FWC: Bear population on the rise


(WMBB/The News Service of Florida) — The Florida Fish and Wildlife Conservation Commission is asking for help updating its bear management plan that was created in 2012 as the population rises.

FWC estimates there are 4,000 bears statewide, and over 1,000 of those are in the Apalachicola and Tate’s Hell State Forest area. In 2012, the estimate was 507 for that area.

“Our populations are doing extremely well. A lot of people look to bears as an indicator of healthy environments because you have to have such a large landscape to support bears,” David Telesco, FWC Bear Management Program Coordinator, said. “That’s a good sign that our natural resources are in good shape.”

Telesco says as Florida’s population increases, there needs to be awareness that bears are living here too.

“Lots of people don’t associate Florida with bears, and there’s certain things that we need to do to make sure that we don’t attract them and cause any sort of conflicts,” he said. “We just did a range estimate, and now almost 50% of Florida has either abundant or common range. So, it’s actually common to see a bear in about half of Florida.”

The FWC is offering an online survey and two webinars for people to give feedback on the Bear Management Plan. More information is available here.

According to Telesco, bears are very scared of people and suggests if someone sees a bear, get into a safe place and make loud noises such as honking a car horn or yelling. The FWC says Florida black bears begin preparing for the winter during fall time by consuming extra calories to pack on fat. Feeding bears intentionally or unintentionally is illegal, but they can get into garbage and be fed that way.

“For black bears, it’s all about garbage.
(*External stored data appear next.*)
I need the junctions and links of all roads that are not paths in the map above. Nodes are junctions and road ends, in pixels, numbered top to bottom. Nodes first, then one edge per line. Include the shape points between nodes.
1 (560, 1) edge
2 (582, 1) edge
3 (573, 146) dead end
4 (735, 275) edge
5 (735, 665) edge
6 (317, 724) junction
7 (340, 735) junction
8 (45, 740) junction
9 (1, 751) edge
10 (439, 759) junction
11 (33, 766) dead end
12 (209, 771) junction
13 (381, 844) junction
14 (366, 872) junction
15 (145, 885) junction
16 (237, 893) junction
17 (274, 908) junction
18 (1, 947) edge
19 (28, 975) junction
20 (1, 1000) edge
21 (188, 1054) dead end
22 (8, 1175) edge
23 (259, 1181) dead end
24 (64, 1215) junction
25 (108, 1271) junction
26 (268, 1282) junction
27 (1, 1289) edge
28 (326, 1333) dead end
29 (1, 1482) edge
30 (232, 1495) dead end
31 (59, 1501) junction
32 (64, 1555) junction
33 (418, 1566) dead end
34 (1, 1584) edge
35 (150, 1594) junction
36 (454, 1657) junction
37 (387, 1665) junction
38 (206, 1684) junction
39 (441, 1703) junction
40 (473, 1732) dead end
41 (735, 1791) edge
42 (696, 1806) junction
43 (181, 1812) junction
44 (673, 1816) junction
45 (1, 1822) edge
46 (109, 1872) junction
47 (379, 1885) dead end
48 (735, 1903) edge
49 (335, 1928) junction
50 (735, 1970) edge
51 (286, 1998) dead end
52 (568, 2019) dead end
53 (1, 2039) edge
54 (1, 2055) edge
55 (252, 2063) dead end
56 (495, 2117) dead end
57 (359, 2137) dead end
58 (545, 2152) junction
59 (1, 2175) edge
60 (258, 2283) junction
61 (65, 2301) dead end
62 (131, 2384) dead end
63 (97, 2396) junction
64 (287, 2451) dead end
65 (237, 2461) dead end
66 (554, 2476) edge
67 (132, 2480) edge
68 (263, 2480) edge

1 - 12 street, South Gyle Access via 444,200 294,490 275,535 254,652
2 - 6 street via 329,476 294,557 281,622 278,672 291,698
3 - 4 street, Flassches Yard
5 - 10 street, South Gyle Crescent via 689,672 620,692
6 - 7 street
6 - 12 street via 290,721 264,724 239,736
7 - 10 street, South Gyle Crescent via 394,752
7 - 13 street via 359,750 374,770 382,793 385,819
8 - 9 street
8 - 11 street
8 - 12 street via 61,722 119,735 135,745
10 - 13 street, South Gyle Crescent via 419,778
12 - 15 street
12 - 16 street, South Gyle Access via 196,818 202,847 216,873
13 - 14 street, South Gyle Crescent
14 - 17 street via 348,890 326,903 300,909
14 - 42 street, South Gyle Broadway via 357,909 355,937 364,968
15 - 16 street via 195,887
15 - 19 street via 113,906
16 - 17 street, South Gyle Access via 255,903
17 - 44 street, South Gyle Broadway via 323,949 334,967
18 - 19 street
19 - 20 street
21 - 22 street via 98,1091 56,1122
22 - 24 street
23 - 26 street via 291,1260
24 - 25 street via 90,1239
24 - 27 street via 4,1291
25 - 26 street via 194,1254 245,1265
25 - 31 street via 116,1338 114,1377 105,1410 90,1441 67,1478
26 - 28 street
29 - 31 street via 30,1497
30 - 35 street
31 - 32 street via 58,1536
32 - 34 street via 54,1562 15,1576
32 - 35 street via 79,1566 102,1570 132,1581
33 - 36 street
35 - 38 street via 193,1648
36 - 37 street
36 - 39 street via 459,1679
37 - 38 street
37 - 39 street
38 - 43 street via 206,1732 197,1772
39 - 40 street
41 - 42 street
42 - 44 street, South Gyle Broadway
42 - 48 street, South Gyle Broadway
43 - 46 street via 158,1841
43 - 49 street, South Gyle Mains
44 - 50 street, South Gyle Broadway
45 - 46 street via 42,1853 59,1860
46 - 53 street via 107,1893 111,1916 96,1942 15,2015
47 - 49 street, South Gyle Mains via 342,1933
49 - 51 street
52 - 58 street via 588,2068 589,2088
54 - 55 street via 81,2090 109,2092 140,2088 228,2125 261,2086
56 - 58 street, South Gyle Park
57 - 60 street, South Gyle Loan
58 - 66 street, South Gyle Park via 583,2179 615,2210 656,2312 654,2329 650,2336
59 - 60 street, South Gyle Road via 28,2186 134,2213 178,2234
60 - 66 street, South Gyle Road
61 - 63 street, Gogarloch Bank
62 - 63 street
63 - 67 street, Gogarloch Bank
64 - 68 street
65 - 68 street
They’ll get into pet food, they’ll get into birdseed but the #1 issue that we have is bears find food in our garbage because it’s easier to forge in a garbage can than it is to pick up acorns or berries in the woods,” Telesco said.

To keep bears away from your home, the FWC offers the following tips:

  • Secure household garbage in a sturdy shed, garage or a wildlife-resistant container.
  • Put household garbage out on the morning of pickup rather than the night before.
  • Secure commercial garbage in bear-resistant dumpsters.
  • Protect gardens, bee yards, compost and livestock with electric fencing.
  • Encourage your homeowner’s association or local government to institute ordinances to require trash be secured from bears.
  • Feed pets indoors or bring the dishes in after feeding.
  • Clean grills and store them in a secure place.
  • Pick ripe fruit from trees and remove fallen fruit from the ground.
  • Remove wildlife and bird feeders or make them bear-resistant.